Our conference program is now ready. Our program committee has selected 30 sessions covering a range of practical topics from beginner to expert levels.
Don't Miss Out!
The Code Generation conference is the event to be at for Model-Driven Software practitioners.
The focus of the event is on sharing experiences, techniques and advice to make everyone more effective in their daily lives.
There's also plenty of time scheduled outside the conference programme to meet others and chat about your common challenges and opportunities.
"Model-Driven approaches are the next evolutionary step in programming technology. With its practical focus, this event gives developers the knowledge to take this step."
A high value, low cost event delivering honest learning you can use immediately.
Sessions at the conference offer practical advice and training that is directly related to your work.
"Full code generation with Domain-Specific Modeling or Languages is the biggest step forward for our industry since the move from assembler. This event will help you make it happen."
We're very pleased to announce Sven Efftinge, Rainer Koschke and Jos Warmer as keynote speakers for Code Generation 2013. We will publish the details of all keynote talks shortly.
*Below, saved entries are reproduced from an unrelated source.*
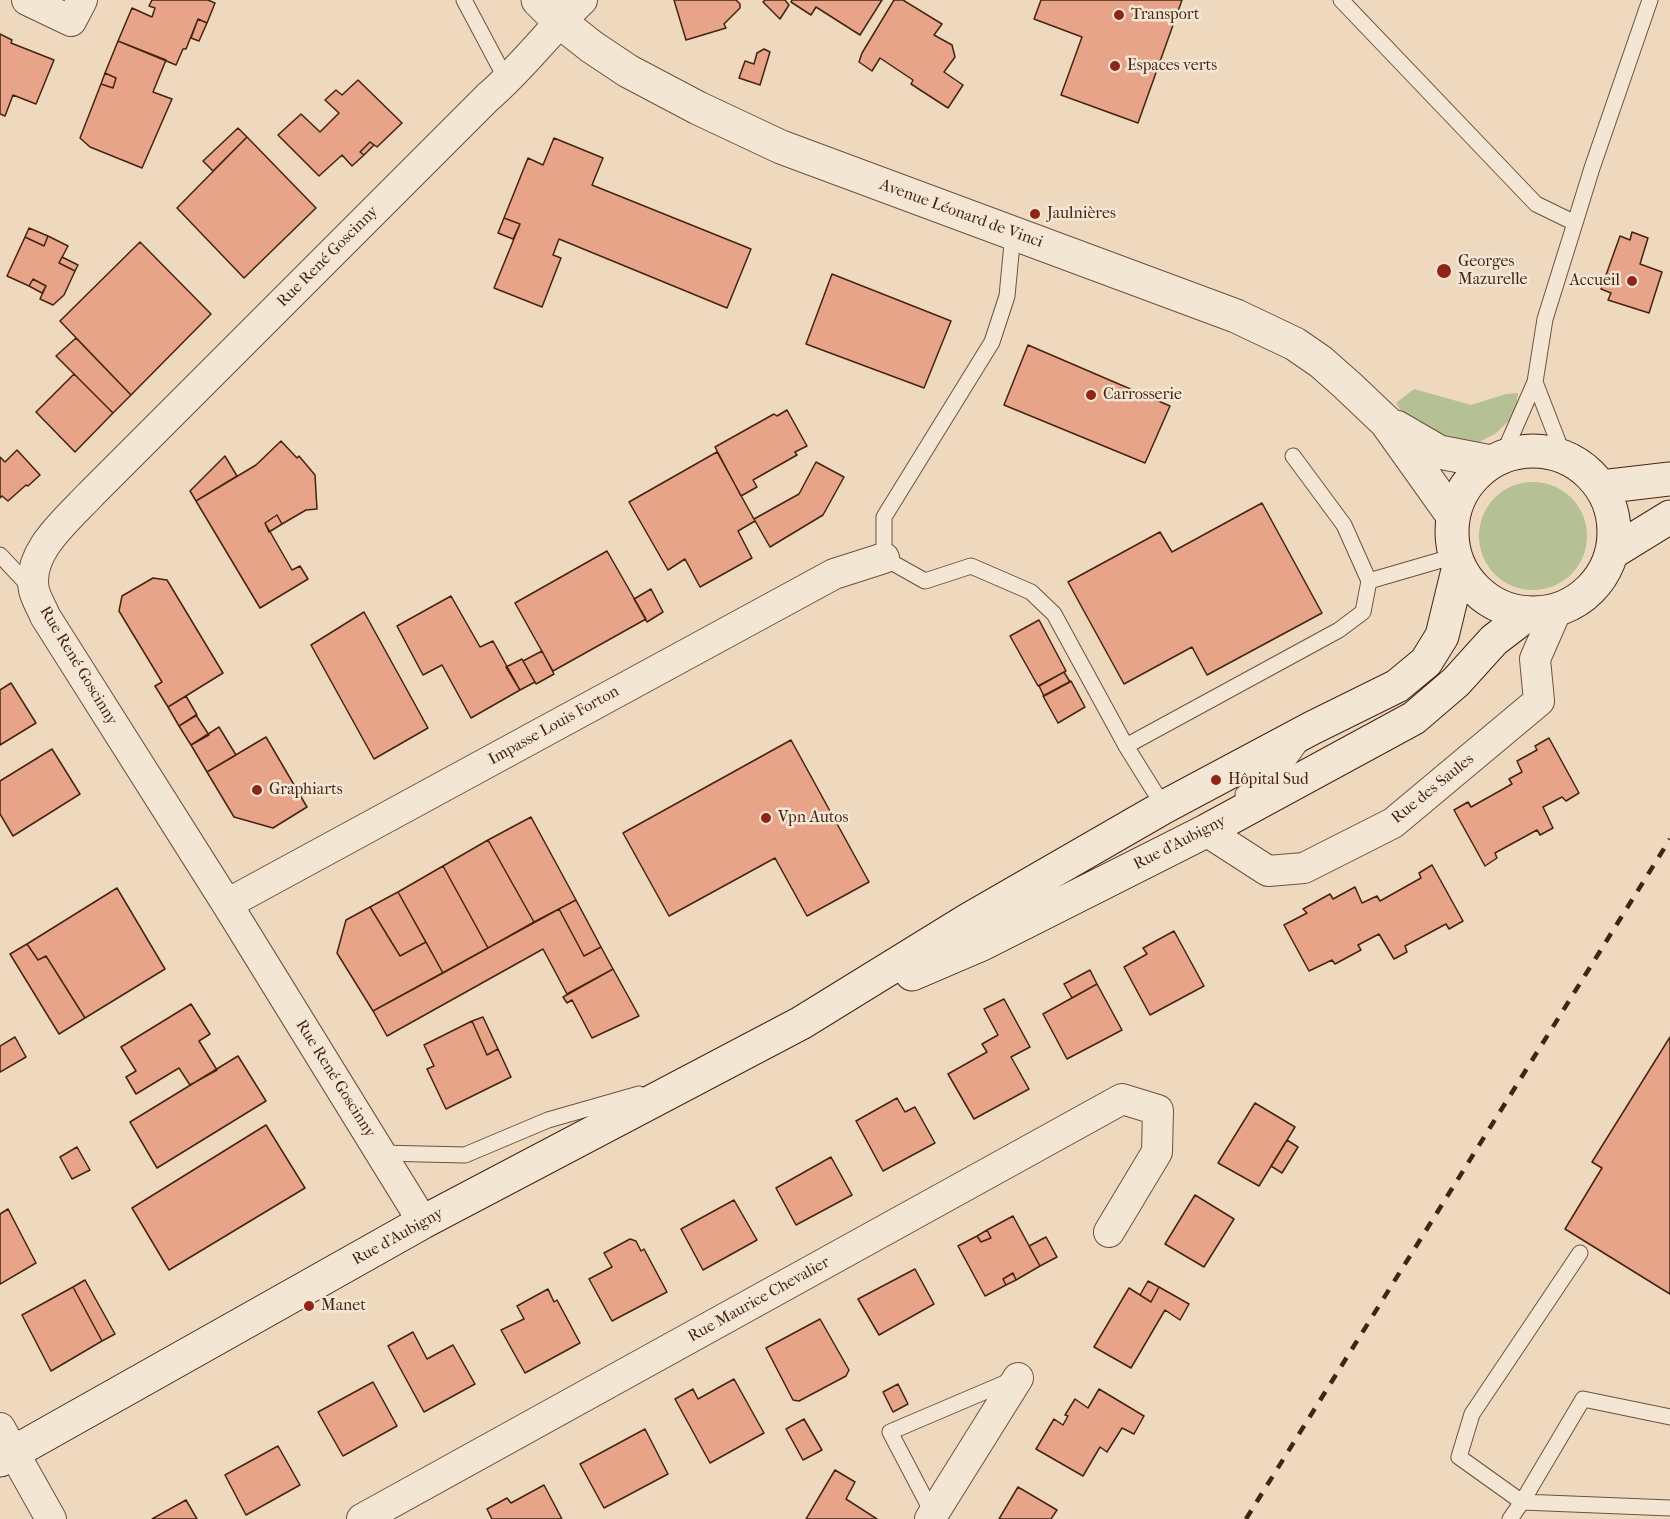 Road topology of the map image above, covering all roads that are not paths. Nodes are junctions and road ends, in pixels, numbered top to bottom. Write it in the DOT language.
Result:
graph roads {
  1 [pos="27,0"];
  2 [pos="82,0"];
  3 [pos="464,0"];
  4 [pos="1341,0"];
  5 [pos="1650,0"];
  6 [pos="560,7"];
  7 [pos="507,81"];
  8 [pos="1575,223"];
  9 [pos="1013,233"];
  10 [pos="1535,382"];
  11 [pos="1386,422"];
  12 [pos="1293,456"];
  13 [pos="1564,457"];
  14 [pos="1496,460"];
  15 [pos="1670,479"];
  16 [pos="1601,487"];
  17 [pos="1453,516"];
  18 [pos="1670,517"];
  19 [pos="1613,552"];
  20 [pos="0,555"];
  21 [pos="884,558"];
  22 [pos="1457,561"];
  23 [pos="1369,581"];
  24 [pos="34,591"];
  25 [pos="1542,612"];
  26 [pos="1311,728"];
  27 [pos="1126,746"];
  28 [pos="1164,807"];
  29 [pos="1206,831"];
  30 [pos="227,904"];
  31 [pos="801,1023"];
  32 [pos="696,1078"];
  33 [pos="380,1153"];
  34 [pos="423,1222"];
  35 [pos="1109,1232"];
  36 [pos="1580,1253"];
  37 [pos="1018,1378"];
  38 [pos="1670,1416"];
  39 [pos="5,1447"];
  40 [pos="1522,1502"];
  41 [pos="1670,1508"];
  42 [pos="931,1516"];
  43 [pos="51,1519"];
  44 [pos="362,1519"];
  45 [pos="1510,1519"];
  1 -- 2 [label="street"];
  3 -- 7 [label="lane"];
  4 -- 8 [label="lane"];
  5 -- 8 [label="lane"];
  6 -- 7 [label="street, Rue René Goscinny"];
  6 -- 9 [label="main road, Avenue Léonard de Vinci"];
  7 -- 24 [label="street, Rue René Goscinny"];
  8 -- 10 [label="lane"];
  9 -- 11 [label="main road, Avenue Léonard de Vinci"];
  9 -- 21 [label="lane"];
  10 -- 13 [label="lane"];
  10 -- 14 [label="lane"];
  11 -- 14 [label="main road, Avenue Léonard de Vinci"];
  11 -- 17 [label="main road, Avenue Léonard de Vinci"];
  12 -- 23 [label="lane"];
  13 -- 14 [label="main road"];
  13 -- 16 [label="main road"];
  14 -- 17 [label="main road"];
  15 -- 16 [label="main road"];
  16 -- 19 [label="main road"];
  17 -- 22 [label="main road"];
  18 -- 19 [label="main road"];
  19 -- 25 [label="main road"];
  20 -- 24 [label="lane"];
  21 -- 27 [label="lane"];
  21 -- 30 [label="street, Impasse Louis Forton"];
  22 -- 23 [label="lane"];
  22 -- 25 [label="main road"];
  22 -- 26 [label="main road, Rue d'Aubigny"];
  23 -- 27 [label="lane"];
  24 -- 30 [label="street, Rue René Goscinny"];
  25 -- 29 [label="main road, Rue d'Aubigny"];
  25 -- 29 [label="street, Rue des Saules"];
  26 -- 28 [label="main road, Rue d'Aubigny"];
  26 -- 29 [label="lane"];
  27 -- 28 [label="lane"];
  28 -- 31 [label="main road, Rue d'Aubigny"];
  29 -- 31 [label="main road, Rue d'Aubigny"];
  30 -- 33 [label="street, Rue René Goscinny"];
  31 -- 32 [label="main road, Rue d'Aubigny"];
  32 -- 33 [label="lane"];
  32 -- 34 [label="main road, Rue d'Aubigny"];
  33 -- 34 [label="street, Rue René Goscinny"];
  34 -- 39 [label="main road, Rue d'Aubigny"];
  35 -- 44 [label="street, Rue Maurice Chevalier"];
  36 -- 40 [label="lane"];
  37 -- 42 [label="street"];
  37 -- 42 [label="lane"];
  38 -- 40 [label="lane"];
  39 -- 43 [label="street"];
  40 -- 41 [label="lane"];
  40 -- 45 [label="lane"];
}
The Past, Present and Future of Code Generation
Sven Efftinge works for itemis AG and leads an open-source development lab in Kiel, Germany.
He is a passionate software developer, interested in everything which helps developing and maintaining high-quality software systems. Sven is the project lead of Xtext, a framework for development of domain-specific languages, and Xtend, a programming language which compiles into readable Java source code.
Similarity in Software Artifacts and its Relation to Code Generation
Duplicated or similar code is one of the most wide-spread form of bad smells. This talk gives an overview on the state-of-the-art in detecting similarity in software artifacts and discusses ways to exploit such similarity for code generation.
Similarity in artifacts can be exploited for code generation. The template for the code generator may be inferred as a re-occurring structure. The differences in the similar artifacts are the specific parts that need to be added in the specialization.
Rainer Koschke is a full professor for software engineering within the Department of Mathematics and Informatics at the University of Bremen. He received his Ph.D. from the University of Stuttgart.
His research interests include software clones, software architecture recovery, feature location, model analysis, reverse engineering, and reengineering. He is the author of more than 100 research papers on these subjects.
In the real world, models tend to be beautiful. They shine on billboards, magazine covers, anywhere. In the software world models tend to be ugly, even though we often say that we 'model the real world'. Why is this so? Can it be otherwise? Let's find out.
Jos Warmer is a modeling veteran, trying to do model driven development even before the tools were available to make life easy.
His focus is on designing domain specific languages and building the tools to support the use of these languages. Jos is the driving force behind the Spray open source project, with the ultimate goal to make graphical modeling with Graphiti as easy as textual modeling.
He has written books on OCL, UML and MDA and a regular presenter at conferencees and seminars. Jos currently is an independent consultant, architect and coach on all aspects of model driven development.